All lanes : Anti-CD63 antibody [KILL150A] (ab271286) at 0.978 µg/ml

Lane 1 : SK-MEL-28 (human malignant melanoma), whole cell lysate
Lane 2 : HUVEC (human umbilical vein endothelial cell), whole cell lysate
Lane 3 : Human lymph node tissue lysate

Lysates/proteins at 10 µg per lane.

Secondary
All lanes : Peroxidase-Conjugated Goat anti-Mouse IgG (H+L) at 1/10000 dilution

Predicted band size: 26 kDa

CD63 can undergo glycosylation as shown in lane 1, 2 and 3 (PMID: 9890706, 28740179).

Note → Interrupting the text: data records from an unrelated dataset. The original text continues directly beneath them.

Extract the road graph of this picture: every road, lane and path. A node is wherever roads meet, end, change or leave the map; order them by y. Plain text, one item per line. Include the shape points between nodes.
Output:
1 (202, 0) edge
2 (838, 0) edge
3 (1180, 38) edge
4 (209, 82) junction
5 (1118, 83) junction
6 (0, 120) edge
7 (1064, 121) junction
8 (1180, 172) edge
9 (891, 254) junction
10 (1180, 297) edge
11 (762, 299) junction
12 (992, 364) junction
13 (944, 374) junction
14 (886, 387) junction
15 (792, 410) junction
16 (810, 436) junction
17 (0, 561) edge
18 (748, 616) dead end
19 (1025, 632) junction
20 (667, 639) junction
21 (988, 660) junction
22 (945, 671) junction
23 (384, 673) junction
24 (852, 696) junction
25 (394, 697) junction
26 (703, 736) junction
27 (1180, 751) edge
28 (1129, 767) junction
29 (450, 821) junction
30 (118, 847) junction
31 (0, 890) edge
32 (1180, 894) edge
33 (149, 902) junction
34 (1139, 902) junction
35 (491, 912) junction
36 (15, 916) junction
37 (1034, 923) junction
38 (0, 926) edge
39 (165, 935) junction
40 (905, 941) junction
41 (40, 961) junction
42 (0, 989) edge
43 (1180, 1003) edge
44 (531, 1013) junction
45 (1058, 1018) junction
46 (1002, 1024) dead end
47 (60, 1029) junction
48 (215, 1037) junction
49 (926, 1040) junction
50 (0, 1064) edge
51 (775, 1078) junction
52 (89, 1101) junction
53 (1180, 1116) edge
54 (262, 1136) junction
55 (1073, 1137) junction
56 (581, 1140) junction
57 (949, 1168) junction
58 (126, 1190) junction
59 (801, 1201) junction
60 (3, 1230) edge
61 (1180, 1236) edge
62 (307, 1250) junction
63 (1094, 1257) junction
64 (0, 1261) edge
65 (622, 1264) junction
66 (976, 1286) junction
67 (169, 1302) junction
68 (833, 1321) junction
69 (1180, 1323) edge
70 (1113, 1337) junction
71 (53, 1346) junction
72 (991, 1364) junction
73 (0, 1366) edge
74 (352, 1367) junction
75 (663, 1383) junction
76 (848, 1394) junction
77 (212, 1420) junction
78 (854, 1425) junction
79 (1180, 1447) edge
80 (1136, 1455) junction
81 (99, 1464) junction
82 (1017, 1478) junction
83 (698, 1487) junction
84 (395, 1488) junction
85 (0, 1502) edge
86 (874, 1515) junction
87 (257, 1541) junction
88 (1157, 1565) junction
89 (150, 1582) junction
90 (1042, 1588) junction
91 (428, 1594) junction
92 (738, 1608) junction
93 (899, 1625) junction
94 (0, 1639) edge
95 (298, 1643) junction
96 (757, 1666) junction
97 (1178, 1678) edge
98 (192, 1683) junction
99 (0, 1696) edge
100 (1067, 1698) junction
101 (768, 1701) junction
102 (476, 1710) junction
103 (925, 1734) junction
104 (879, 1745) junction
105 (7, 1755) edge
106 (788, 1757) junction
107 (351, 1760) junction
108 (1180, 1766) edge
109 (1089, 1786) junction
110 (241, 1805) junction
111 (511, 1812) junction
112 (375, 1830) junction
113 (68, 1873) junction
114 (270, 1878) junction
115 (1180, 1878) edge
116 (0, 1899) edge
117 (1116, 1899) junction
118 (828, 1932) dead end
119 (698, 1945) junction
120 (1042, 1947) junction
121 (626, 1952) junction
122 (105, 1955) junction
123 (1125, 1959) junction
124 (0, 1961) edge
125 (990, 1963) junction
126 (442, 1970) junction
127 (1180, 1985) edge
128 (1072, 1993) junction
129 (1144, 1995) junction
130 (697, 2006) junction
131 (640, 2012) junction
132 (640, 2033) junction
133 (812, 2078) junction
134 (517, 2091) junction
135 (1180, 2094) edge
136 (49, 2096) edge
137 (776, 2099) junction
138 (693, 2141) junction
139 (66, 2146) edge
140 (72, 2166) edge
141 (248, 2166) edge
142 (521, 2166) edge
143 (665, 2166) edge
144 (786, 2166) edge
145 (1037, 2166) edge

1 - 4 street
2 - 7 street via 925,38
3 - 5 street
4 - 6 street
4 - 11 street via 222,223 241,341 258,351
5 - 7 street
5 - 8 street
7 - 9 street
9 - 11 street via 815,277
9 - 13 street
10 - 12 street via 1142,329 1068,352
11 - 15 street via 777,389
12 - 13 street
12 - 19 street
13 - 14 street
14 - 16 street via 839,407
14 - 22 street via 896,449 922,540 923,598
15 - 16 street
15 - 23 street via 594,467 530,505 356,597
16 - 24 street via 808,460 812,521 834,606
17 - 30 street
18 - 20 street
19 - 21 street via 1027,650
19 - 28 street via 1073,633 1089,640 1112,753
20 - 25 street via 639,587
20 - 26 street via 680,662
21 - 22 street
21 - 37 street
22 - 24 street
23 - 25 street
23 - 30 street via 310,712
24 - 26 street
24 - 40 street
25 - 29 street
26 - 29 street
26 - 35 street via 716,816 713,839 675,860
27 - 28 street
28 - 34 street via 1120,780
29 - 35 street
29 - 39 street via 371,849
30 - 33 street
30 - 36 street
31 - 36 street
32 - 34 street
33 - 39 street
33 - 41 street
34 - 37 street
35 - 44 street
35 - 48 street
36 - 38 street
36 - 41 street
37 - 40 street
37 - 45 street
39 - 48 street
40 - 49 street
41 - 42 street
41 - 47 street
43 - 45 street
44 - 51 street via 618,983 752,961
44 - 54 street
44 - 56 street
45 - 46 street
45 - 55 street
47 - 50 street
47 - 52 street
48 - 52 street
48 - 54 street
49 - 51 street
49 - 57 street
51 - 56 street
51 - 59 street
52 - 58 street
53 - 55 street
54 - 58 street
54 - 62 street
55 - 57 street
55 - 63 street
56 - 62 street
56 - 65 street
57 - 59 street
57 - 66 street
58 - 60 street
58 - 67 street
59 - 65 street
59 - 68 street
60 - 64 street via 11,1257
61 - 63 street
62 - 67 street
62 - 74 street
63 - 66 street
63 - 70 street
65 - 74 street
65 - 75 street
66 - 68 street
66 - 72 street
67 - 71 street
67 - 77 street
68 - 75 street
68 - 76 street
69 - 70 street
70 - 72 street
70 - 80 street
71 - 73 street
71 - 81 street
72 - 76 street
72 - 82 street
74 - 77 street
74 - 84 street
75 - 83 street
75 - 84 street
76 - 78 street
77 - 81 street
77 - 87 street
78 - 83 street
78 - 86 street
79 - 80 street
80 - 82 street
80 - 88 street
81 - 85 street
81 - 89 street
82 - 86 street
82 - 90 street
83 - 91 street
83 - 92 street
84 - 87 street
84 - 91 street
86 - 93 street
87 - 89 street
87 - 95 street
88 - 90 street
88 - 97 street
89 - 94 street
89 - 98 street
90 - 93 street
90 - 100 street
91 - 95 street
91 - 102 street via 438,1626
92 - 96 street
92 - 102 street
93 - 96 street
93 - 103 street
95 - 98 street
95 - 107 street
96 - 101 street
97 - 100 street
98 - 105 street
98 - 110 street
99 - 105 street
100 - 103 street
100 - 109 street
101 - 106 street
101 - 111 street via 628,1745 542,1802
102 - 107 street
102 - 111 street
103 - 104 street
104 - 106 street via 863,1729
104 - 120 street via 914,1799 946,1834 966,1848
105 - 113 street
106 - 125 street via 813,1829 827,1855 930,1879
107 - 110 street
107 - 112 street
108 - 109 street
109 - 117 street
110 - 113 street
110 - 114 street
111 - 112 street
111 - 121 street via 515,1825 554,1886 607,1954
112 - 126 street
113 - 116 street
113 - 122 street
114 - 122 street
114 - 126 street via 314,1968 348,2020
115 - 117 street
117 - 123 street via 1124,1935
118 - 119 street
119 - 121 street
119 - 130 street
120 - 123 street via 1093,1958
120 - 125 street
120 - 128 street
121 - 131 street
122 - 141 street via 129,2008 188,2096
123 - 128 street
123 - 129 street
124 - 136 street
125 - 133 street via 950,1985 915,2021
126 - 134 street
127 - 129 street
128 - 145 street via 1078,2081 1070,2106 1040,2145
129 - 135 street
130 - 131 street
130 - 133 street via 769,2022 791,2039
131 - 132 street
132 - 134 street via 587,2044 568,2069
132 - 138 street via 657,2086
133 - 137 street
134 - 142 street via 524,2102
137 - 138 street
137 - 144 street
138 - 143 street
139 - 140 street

Blocking/Dilution buffer: 5% NFDM/TBST.

Exposure times: Lanes 1-2: 3 mins; Lane 3: 48 secs.

This blot was developed using a higher sensitivity ECL substrate.

Immunohistochemical analysis of paraffin-embedded human melanoma tissue labeling CD63 with ab271286 at 1/4000 dilution (0.978µg/ml) followed by ready to use Goat Anti-mouse IgG H&L (HRP polymer) (ab214879). Cytoplasmic staining on human melanoma. The section was incubated with ab271268 for 30 mins at room temperature. The immunostaining was performed on a Leica Biosystems BOND^® RX instrument. Counterstained with Hematoxylin.

Secondary antibody only control: Secondary antibody is ready to use Goat Anti-mouse IgG H&L (HRP polymer) (ab214879).

Heat mediated antigen retrieval with Tris-EDTA buffer (pH 9.0, epitope retrieval solution2) for 20 mins.

Immunohistochemical analysis of paraffin-embedded human breast tissue labeling CD63 with ab271286 at 1/4000 dilution (0.978µg/ml) followed by ready to use Goat Anti-mouse IgG H&L (HRP polymer) (ab214879). The section was incubated with ab271268 for 30 mins at room temperature. The immunostaining was performed on a Leica Biosystems BOND^® RX instrument. Counterstained with Hematoxylin.

Negative control: Nearly no staining on human breast.

Secondary antibody only control: Secondary antibody is ready to use Goat Anti-mouse IgG H&L (HRP polymer) (ab214879).

Heat mediated antigen retrieval with Tris-EDTA buffer (pH 9.0, epitope retrieval solution2) for 20 mins.

Immunofluorescent analysis of 4% Paraformaldehyde-fixed, 0.1% Triton X-100 permeabilized SK-MEL-28 cells labelling CD63 with ab271286 at 1/50 dilution (19.56µg/ml), followed by ab150113 Goat Anti-mouse IgG H&L (Alexa Fluor^® 488) antibody at 1/1000 dilution (Green). Confocal image showing lysosome/endosomes (ab252919) co-staining in SK-MEL-28 cells.

ab252919 Anti-CD63 rabbit monoclonal antibody was used to counterstain tubulin at 1/250 dilution, followed by ab150080 Goat Anti-Rabbit IgG H&L (Alexa Fluor^® 594) at a 1/1000 dilution (Red). The nuclear counterstain was DAPI (Blue).

Negative control 1: ab271286 at a 1/50 dilution (19.56µg/ml) followed by ab150080 at a 1/1000 dilution.

Negative control 2: ab259919 at a 1/200 dilution followed by ab150113 at a 1/1000 dilution.

Flow cytometric analysis of NK-92 (human malignant non-Hodgkin's lymphoma natural killer cell) cells labelling CD63 with ab271286 at 1/1000 dilution (19.56µg/ml) (Red) compared with a Rabbit monoclonal IgG (ab172730) (Black) isotype control and an unlabelled control (cells without incubation with primary antibody and secondary antibody) (Blue). Goat anti rabbit IgG (Alexa Fluor^® 488, ab150077) at 1/2000 dilution was used as the secondary antibody. Gated on viable cells.

Flow cytometric analysis of SK-MEL-28 (human malignant melanoma) cells labelling CD63 with ab271286 at 1/1000 dilution (19.56µg/ml) (Red) compared with a Rabbit monoclonal IgG (ab172730) (Black) isotype control and an unlabelled control (cells without incubation with primary antibody and secondary antibody) (Blue). Goat anti rabbit IgG (Alexa Fluor^® 488, ab150077) at 1/2000 dilution was used as the secondary antibody. Gated on viable cells.